Decided On June 10, 1929
ABHEY RAM Appellant
V/S
JHANDA Respondents

JUDGEMENT

(1.) This is a plaintiffs appeal arising out of a suit for declaration that they are in proprietary and adverse possession of the property in suit. The last male owner was Jas Karan on whose death Mt. Kuri his widow admittedly succeeded to the estate. It was the plaintiffs case that Mt. Kuri remarried and that there was a custom under which she forfeited all rights in this estate. Her deceased husband's uncle Tirkha instituted a suit against her for possession but during the pendency of the suit he died. That suit was continued by Kanhaiya the father of the present plaintiff who was not the nearest reversioner of Tirkha, but Net Ram and Nawal the grandfathers of the present defendants were the nearest reversionary heirs. These latter were impleaded as pro-forma defendants. The suit was dismissed by the first Court and Kanhaiya alone appealed to the District Judge and got a decree reversing the decree of the first Court. That judgment was set aside and the suit dismissed by the High Court on the ground that Kanhaiya was not the nearest heir who continued the suit in place of Tirkha deceased. No decree was passed in favour of Net Ram and Nawal.

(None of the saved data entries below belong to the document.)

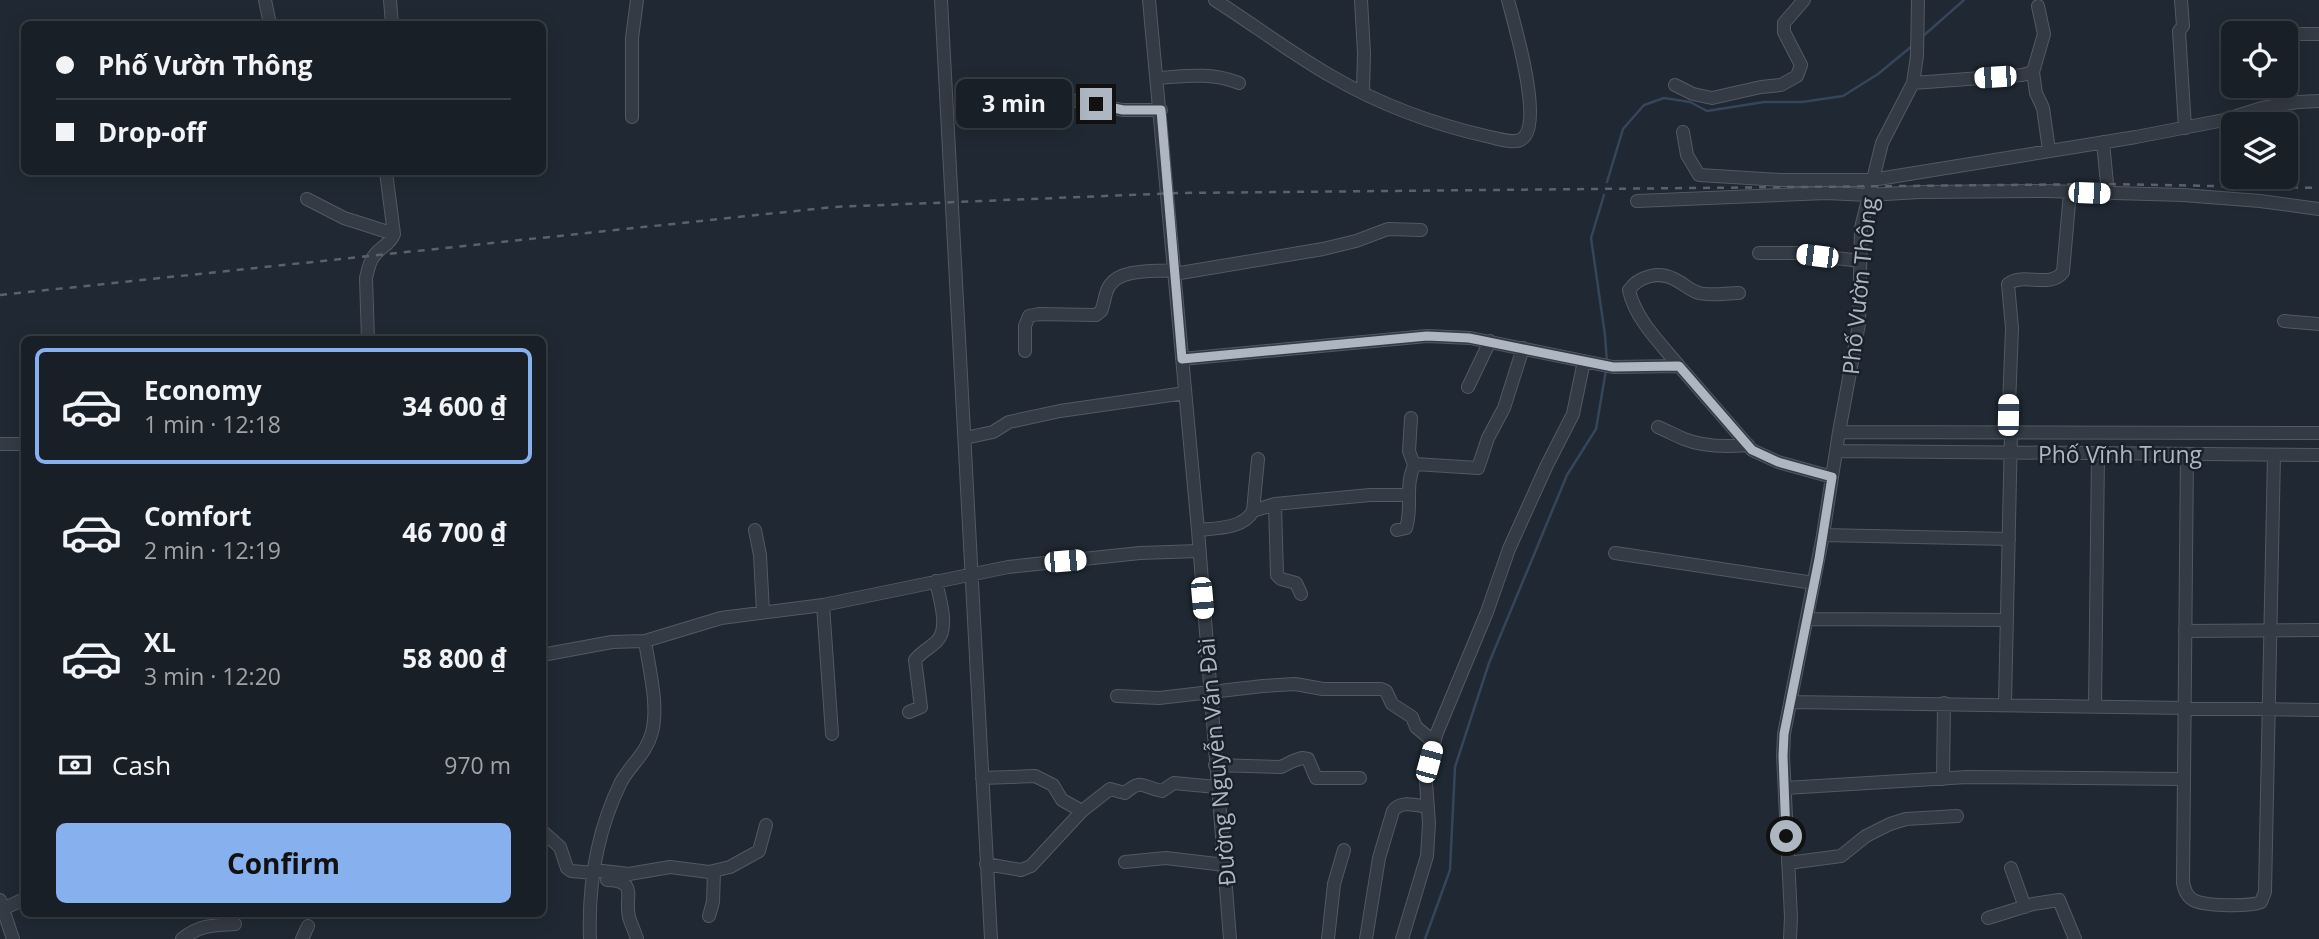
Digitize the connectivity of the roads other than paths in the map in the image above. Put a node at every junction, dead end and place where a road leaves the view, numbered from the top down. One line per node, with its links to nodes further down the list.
1 (265, 0): 13 (street)
2 (390, 0): 14 (street)
3 (637, 0): 26 (street)
4 (941, 0): 61 (street)
5 (1149, 0): 18 (street, Đường Nguyễn Văn Đài)
6 (1215, 0): 22 (street)
7 (1361, 0): 22 (street)
8 (1508, 0): 22 (street)
9 (1804, 0): 21 (street)
10 (1917, 0): 20 (street, Phố Vườn Thông)
11 (2181, 0): 27 (street)
12 (2038, 6): 17 (street)
13 (269, 21)
14 (392, 21)
15 (2301, 34): 16 (street)
16 (2319, 34)
17 (2033, 72): 20 (street); 30 (street)
18 (1158, 78): 19 (street); 25 (street, Đường Nguyễn Văn Đài)
19 (1239, 83)
20 (1913, 83): 32 (street, Phố Vườn Thông)
21 (1675, 85)
22 (1363, 92)
23 (1066, 99): 25 (street)
24 (2319, 101): 27 (street)
25 (1161, 110): 43 (street, Đường Nguyễn Văn Đài)
26 (632, 117)
27 (2185, 128): 29 (street)
28 (1682, 132): 32 (street)
29 (2103, 142): 30 (street); 34 (street)
30 (2049, 150): 32 (street)
31 (386, 175): 40 (street)
32 (1872, 180): 35 (street, Phố Vườn Thông)
33 (2070, 192): 34 (street); 35 (street); 59 (street)
34 (2108, 194): 38 (street)
35 (1868, 195): 37 (street); 42 (street, Phố Vườn Thông)
36 (307, 198): 40 (street)
37 (1637, 201)
38 (2319, 209)
39 (1421, 230): 43 (street)
40 (394, 234): 47 (street)
41 (1759, 253): 42 (street)
42 (1860, 261): 58 (street, Phố Vườn Thông)
43 (1174, 272): 50 (street); 51 (street, Đường Nguyễn Văn Đài)
44 (1738, 293): 53 (street)
45 (2284, 321): 46 (street)
46 (2319, 324)
47 (368, 336)
48 (1490, 341): 49 (street); 51 (street); 54 (street)
49 (1523, 348): 52 (street); 72 (street)
50 (1025, 351)
51 (1182, 359): 55 (street, Đường Nguyễn Văn Đài)
52 (1584, 361): 53 (street); 108 (street)
53 (1679, 366): 64 (street)
54 (1468, 387)
55 (1185, 393): 61 (street); 78 (street, Đường Nguyễn Văn Đài)
56 (1411, 418): 72 (street)
57 (1658, 427): 64 (street)
58 (1839, 432): 59 (street, Phố Vĩnh Trung); 65 (street, Phố Vườn Thông)
59 (2010, 432): 60 (street, Phố Vĩnh Trung); 66 (street)
60 (2319, 433)
61 (965, 438): 84 (street)
62 (0, 444): 63 (street)
63 (21, 444)
64 (1748, 445): 73 (street)
65 (1836, 451): 66 (street, Phố Vĩnh Trung); 73 (street, Phố Vườn Thông)
66 (2011, 453): 67 (street, Phố Vĩnh Trung); 81 (street)
67 (2098, 454): 68 (street, Phố Vĩnh Trung); 102 (street)
68 (2186, 454): 69 (street, Phố Vĩnh Trung); 94 (street)
69 (2274, 455): 70 (street, Phố Vĩnh Trung); 92 (street)
70 (2319, 455)
71 (1258, 459): 76 (street)
72 (1414, 465): 74 (street)
73 (1832, 477): 80 (street, Phố Vườn Thông)
74 (1408, 495): 75 (street); 79 (street)
75 (1275, 504): 76 (street); 87 (street)
76 (1253, 511): 78 (street)
77 (755, 530): 89 (street)
78 (1198, 530): 82 (street, Đường Nguyễn Văn Đài)
79 (1397, 530)
80 (1823, 535): 81 (street); 86 (street, Phố Vườn Thông)
81 (2009, 539): 91 (street)
82 (1198, 551): 84 (street); 97 (street, Đường Nguyễn Văn Đài)
83 (1615, 553): 86 (street)
84 (971, 574): 85 (street); 110 (street)
85 (936, 581): 88 (street); 106 (street)
86 (1814, 583): 90 (street, Phố Vườn Thông)
87 (1301, 594)
88 (823, 605): 89 (street); 107 (street)
89 (763, 611): 95 (street)
90 (1808, 619): 91 (street); 99 (street, Phố Vườn Thông)
91 (2007, 620): 101 (street)
92 (2271, 630): 93 (street); 94 (street); 104 (street)
93 (2319, 630)
94 (2185, 631): 103 (street)
95 (645, 641): 96 (street); 128 (street)
96 (546, 654)
97 (1209, 692): 98 (street); 108 (street); 109 (street, Đường Nguyễn Văn Đài)
98 (1117, 696)
99 (1792, 702): 100 (street); 115 (street, Phố Vườn Thông)
100 (1944, 703): 101 (street); 112 (street)
101 (2005, 704): 102 (street)
102 (2095, 706): 103 (street)
103 (2184, 708): 104 (street); 113 (street)
104 (2270, 709): 105 (street); 113 (street)
105 (2319, 710)
106 (909, 712)
107 (832, 734)
108 (1434, 741): 116 (street)
109 (1215, 765): 111 (street); 114 (street, Đường Nguyễn Văn Đài)
110 (982, 778): 117 (street); 124 (street)
111 (1360, 778)
112 (1943, 779): 113 (street); 115 (street)
113 (2184, 779)
114 (1216, 787): 117 (street); 125 (street, Đường Nguyễn Văn Đài)
115 (1785, 788): 123 (street, Phố Vườn Thông)
116 (1428, 807): 144 (street); 145 (street)
117 (1082, 811): 124 (street)
118 (1957, 816): 123 (street)
119 (766, 825): 127 (street)
120 (546, 835): 128 (street)
121 (1344, 850): 143 (street)
122 (1125, 862): 125 (street)
123 (1788, 863): 146 (street, Phố Vườn Thông)
124 (986, 864): 141 (street)
125 (1225, 864): 142 (street, Đường Nguyễn Văn Đài)
126 (2011, 868): 131 (street)
127 (714, 871): 128 (street); 132 (street)
128 (593, 874): 139 (street); 140 (street)
129 (21, 900): 130 (street)
130 (1, 904): 136 (street)
131 (2025, 907): 133 (street); 147 (street)
132 (709, 916)
133 (1988, 918)
134 (236, 924): 137 (street)
135 (308, 926): 138 (street)
136 (13, 939)
137 (182, 939)
138 (302, 939)
139 (590, 939)
140 (637, 939)
141 (990, 939)
142 (1230, 939)
143 (1328, 939)
144 (1366, 939)
145 (1402, 939)
146 (1790, 939)
147 (2075, 939)

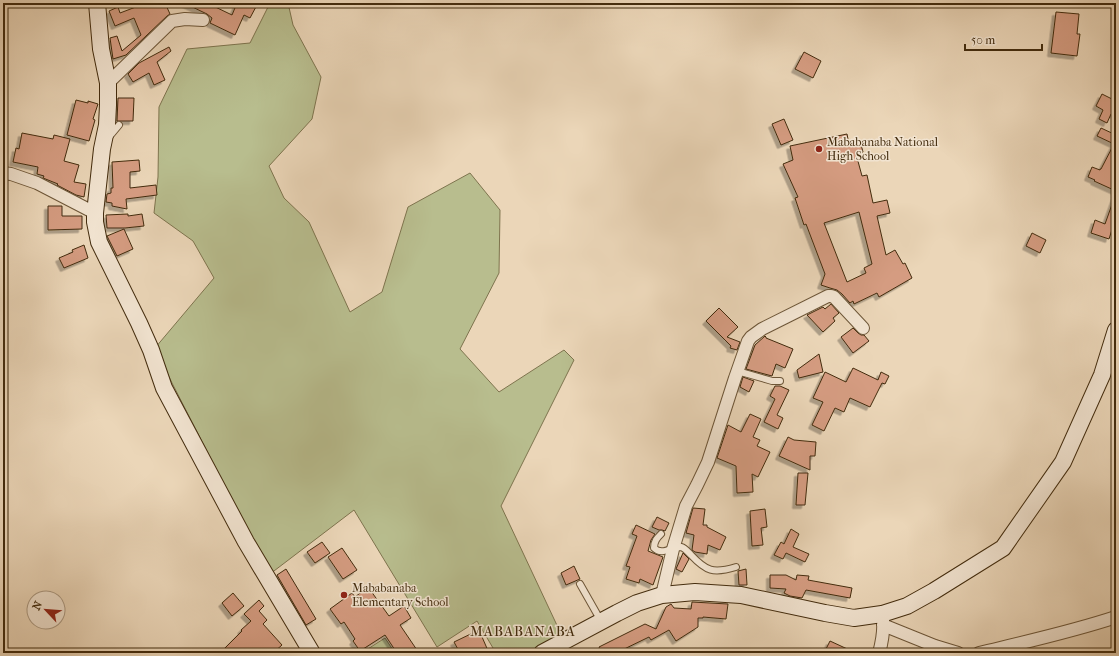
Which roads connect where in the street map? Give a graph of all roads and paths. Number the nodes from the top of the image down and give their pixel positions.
1 (97, 3) edge
2 (203, 20) dead end
3 (108, 83) junction
4 (119, 125) dead end
5 (102, 149) junction
6 (3, 173) edge
7 (95, 213) junction
8 (863, 328) dead end
9 (1116, 330) edge
10 (737, 370) junction
11 (780, 381) dead end
12 (661, 534) dead end
13 (672, 549) junction
14 (736, 567) dead end
15 (580, 584) dead end
16 (662, 595) junction
17 (1116, 617) edge
18 (883, 620) junction
19 (601, 621) junction
20 (312, 653) edge
21 (542, 653) edge
22 (879, 653) edge
23 (958, 653) edge
24 (979, 653) edge

1 - 3 main road
2 - 3 street
3 - 5 main road
4 - 5 lane
5 - 7 main road
6 - 7 street
7 - 20 main road
8 - 10 street
9 - 18 main road
10 - 11 lane
10 - 13 street
12 - 13 lane
13 - 14 lane
13 - 16 street
15 - 19 lane
16 - 18 main road
16 - 19 main road
17 - 24 street
18 - 22 street
18 - 23 street
19 - 21 main road

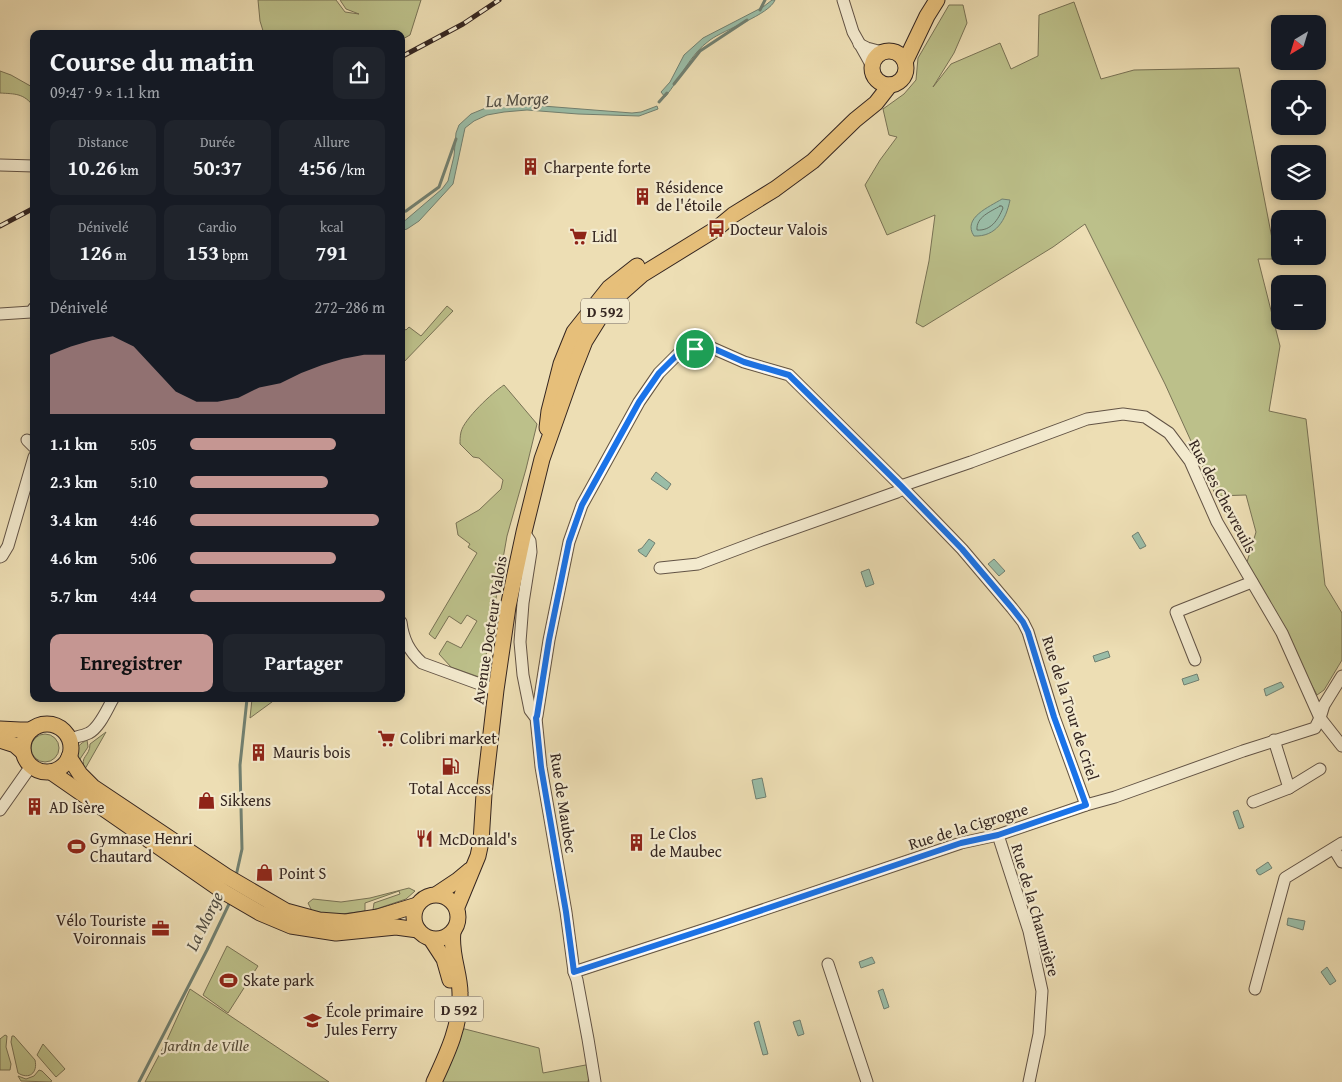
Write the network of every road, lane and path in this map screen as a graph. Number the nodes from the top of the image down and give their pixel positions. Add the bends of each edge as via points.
1 (842, 0) edge
2 (937, 0) edge
3 (927, 16) junction
4 (859, 44) junction
5 (887, 52) junction
6 (905, 62) junction
7 (872, 71) junction
8 (890, 86) junction
9 (855, 120) junction
10 (0, 165) edge
11 (30, 166) edge
12 (30, 312) edge
13 (0, 314) edge
14 (30, 471) edge
15 (902, 487) junction
16 (524, 532) junction
17 (0, 557) edge
18 (660, 568) dead end
19 (1252, 582) junction
20 (405, 641) edge
21 (1195, 660) dead end
22 (1342, 676) edge
23 (496, 690) junction
24 (111, 702) edge
25 (536, 718) junction
26 (1320, 718) junction
27 (0, 728) edge
28 (32, 730) junction
29 (69, 739) junction
30 (0, 740) edge
31 (1274, 740) junction
32 (1342, 746) edge
33 (23, 752) junction
34 (69, 757) junction
35 (31, 766) junction
36 (1320, 769) dead end
37 (51, 772) junction
38 (1289, 788) junction
39 (1254, 802) dead end
40 (1086, 805) junction
41 (0, 810) edge
42 (998, 835) junction
43 (1338, 846) edge
44 (1342, 862) edge
45 (472, 867) junction
46 (437, 894) junction
47 (417, 905) junction
48 (457, 907) junction
49 (418, 930) junction
50 (453, 932) junction
51 (431, 939) junction
52 (828, 964) dead end
53 (574, 972) junction
54 (1255, 989) dead end
55 (423, 1082) edge
56 (434, 1082) edge
57 (595, 1082) edge
58 (867, 1082) edge
59 (1029, 1082) edge

1 - 4 street
2 - 3 main road
3 - 5 main road via 906,41
3 - 6 main road
4 - 5 street
4 - 7 street
5 - 6 main road via 897,53
5 - 7 main road via 877,55
6 - 8 main road via 906,71 902,79
7 - 8 main road via 880,83
7 - 9 main road, Avenue Docteur Valois / D 592 via 872,89
8 - 9 main road, Avenue Docteur Valois / D 592
9 - 16 main road, Avenue Docteur Valois / D 592 via 813,161 776,189 733,216 704,225 609,288 574,332 561,364
10 - 11 street
12 - 13 street
14 - 17 street via 8,546
15 - 18 street via 897,492 698,564
15 - 19 street, Rue des Chevreuils via 1086,418 1123,414 1145,417 1169,433 1190,461 1217,522
15 - 25 street, Rue de la Tour de Criel via 789,375 744,362 710,347 678,354 659,373 639,402 582,505 569,542
15 - 40 street, Rue de la Tour de Criel via 962,549 1023,622
16 - 23 main road, Avenue Docteur Valois / D 592 via 508,607
16 - 25 street, Rue de Maubec via 530,541 531,552 520,642 530,710
19 - 21 street via 1176,612
19 - 26 street, Rue des Chevreuils via 1282,633
20 - 23 street via 422,663
22 - 26 street, Rue de la Cigrogne
23 - 45 main road, Avenue Docteur Valois / D 592 via 481,842
24 - 29 street via 93,730
25 - 53 street, Rue de Maubec
26 - 31 street, Rue de la Cigrogne via 1315,728
26 - 32 street, Rue des Chevreuils
27 - 28 main road
28 - 29 main road via 41,725 52,725
28 - 33 main road via 23,743
29 - 34 main road
30 - 33 main road via 15,745
31 - 38 street
31 - 40 street, Rue de la Cigrogne
33 - 35 main road
34 - 37 main road via 65,764
34 - 47 main road via 93,787 226,876 286,911 319,920 346,922 378,917
35 - 37 main road
35 - 41 street
36 - 38 street
37 - 49 main road via 224,892 260,913 291,926 325,932 396,927
38 - 39 street
40 - 42 street, Rue de la Cigrogne
42 - 53 street, Rue de la Cigrogne via 961,843
42 - 59 street, Rue de la Chaumière via 1029,931 1042,991 1039,1034
43 - 44 street
43 - 54 street via 1285,878
45 - 46 main road, D 592
45 - 48 main road, D 592
46 - 47 main road via 423,898
46 - 48 main road via 450,899
47 - 49 main road via 414,922
48 - 50 main road via 458,925
49 - 51 main road
50 - 51 main road via 447,937
50 - 56 main road, D 592 via 459,1013
51 - 55 main road, D 592 via 444,959 453,989 447,1022
52 - 58 street
53 - 57 street, Rue de Maubec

(2.) It is the plaintiff's case that after Kanhaiya had succeeded in obtaining a decree from the District Judge's Court he obtained possession of the property in the execution department and has continued in possession ever since. The name of Kanhaiya, however, was not entered in the revenue papers and that of Mt. Kuri continued as before. She died in 1920. After her death the present defendants succeeded in getting their names entered in the revenue papers and thereafter brought a suit for ejectment against the present plaintiffs. The latter raised the question of proprietary title but the revenue Court decided that the present defendants were the co-shares and that they were competent to sue. On appeal to the District Judge it was held that the defendants were the cosharers but that the suit was not maintainable inasmuch as the other cosharers had not joined in it and the plaintiffs to the suit were not lambardars.

(3.) In the present suit questions of fact as well as the plea of res judicata were raised and several issues were struck by the first Court which found all of them against the plaintiffs and dismissed the suit. The learned District Judge, however, has not gone into the questions of fact and has held that the effect of the two previous litigations is to create a bar of res judicata against the present plaintiffs. We are unable to agree with him in this view.